CJUE, 7e ch., 11 septembre 2014, n° C-489/13
COUR DE JUSTICE DE L’UNION EUROPEENNE
Arrêt
PARTIES
Demandeur :
Verest, Gerards
Défendeur :
Belgische Staat
COMPOSITION DE LA JURIDICTION
Président de chambre :
M. Da Cruz Vilaça
Juges :
MM. Bonichot, Arabadjiev
Avocat général :
M. Jääskinen
LA COUR
1 La demande de décision préjudicielle porte sur l'interprétation des articles 63 TFUE et 65 TFUE.
2 Cette demande a été présentée dans la cadre d'un litige opposant M. Verest et Mme Gerards au Belgische Staat au sujet du traitement fiscal, en Belgique, d'un bien immobilier situé en France.
Le cadre juridique
3 L'article 7, paragraphe 1, du code des impôts sur les revenus 1992 (ci après le "CIR 92") dispose:
"§ 1er.
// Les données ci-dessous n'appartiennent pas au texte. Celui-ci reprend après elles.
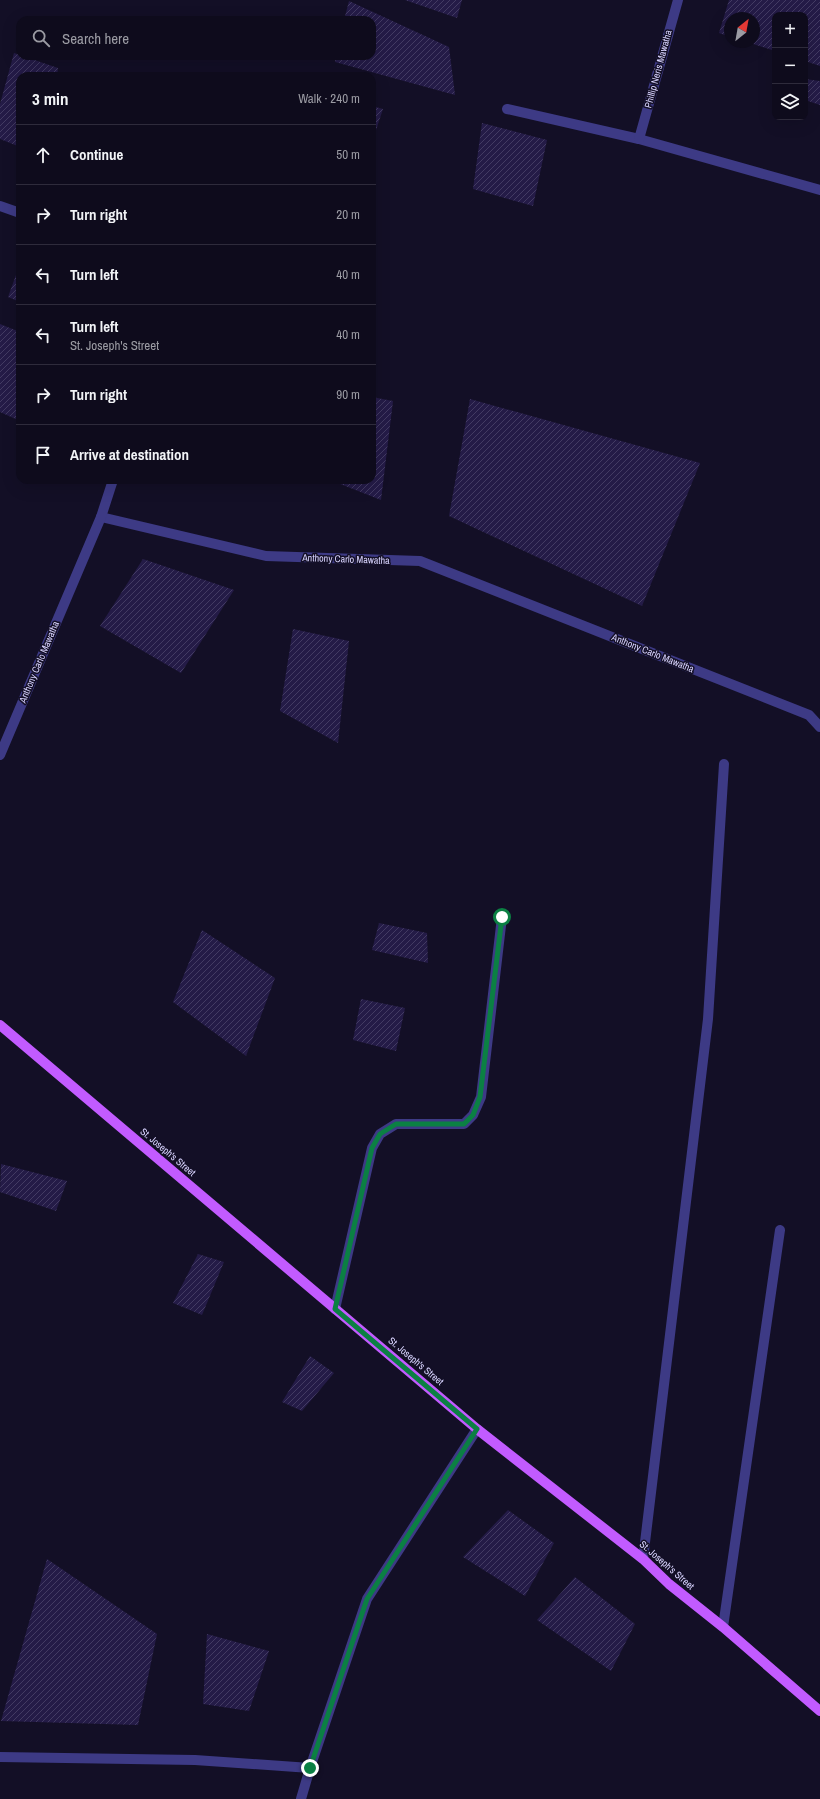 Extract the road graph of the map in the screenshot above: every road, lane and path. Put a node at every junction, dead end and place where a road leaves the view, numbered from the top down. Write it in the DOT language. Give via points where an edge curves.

Les revenus des biens immobiliers sont:
1° pour les biens immobiliers qui ne sont pas donnés en location:
a) pour les biens sis en Belgique:
- le revenu cadastral lorsqu'il s'agit de biens immobiliers non bâtis, du matériel et de l'outillage présentant le caractère d'immeuble par nature ou par destination ou de l'habitation visée à l'article 12, § 3;
- le revenu cadastral majoré de 40 [%] lorsqu'il s'agit d'autres biens;
b) pour les biens sis à l'étranger: la valeur locative;
[...]"
4 L'article 13 du CIR 92 énonce:
"En ce qui concerne la valeur locative, le loyer et les avantages locatifs des biens immobiliers, le revenu net s'entend du montant brut du revenu diminué, pour frais d'entretien et de réparation, de:
- 40 [%] pour les biens immobiliers bâtis ainsi que pour le matériel et l'outillage, présentant le caractère d'immeuble par nature ou par destination [...]
[...]"
5 L'article 155 du CIR 92 prévoit:
"Les revenus exonérés en vertu de conventions internationales préventives de la double imposition sont pris en considération pour la détermination de l'impôt, mais celui-ci est réduit proportionnellement à la partie des revenus exonérés dans le total des revenus.
[...]"
6 L'article 3, paragraphe 1, de la convention entre la France et la Belgique tendant à éviter les doubles impositions et à établir des règles d'assistance administrative et juridique réciproque en matière d'impôts sur les revenus, signée à Bruxelles le 10 mars 1964 (ci-après la "convention préventive de double imposition"), est libellé comme suit:
"Les revenus provenant des biens immobiliers, y compris les accessoires ainsi que le cheptel mort ou vif des entreprises agricoles et forestières, ne sont imposables que dans l'État contractant où ces biens sont situés."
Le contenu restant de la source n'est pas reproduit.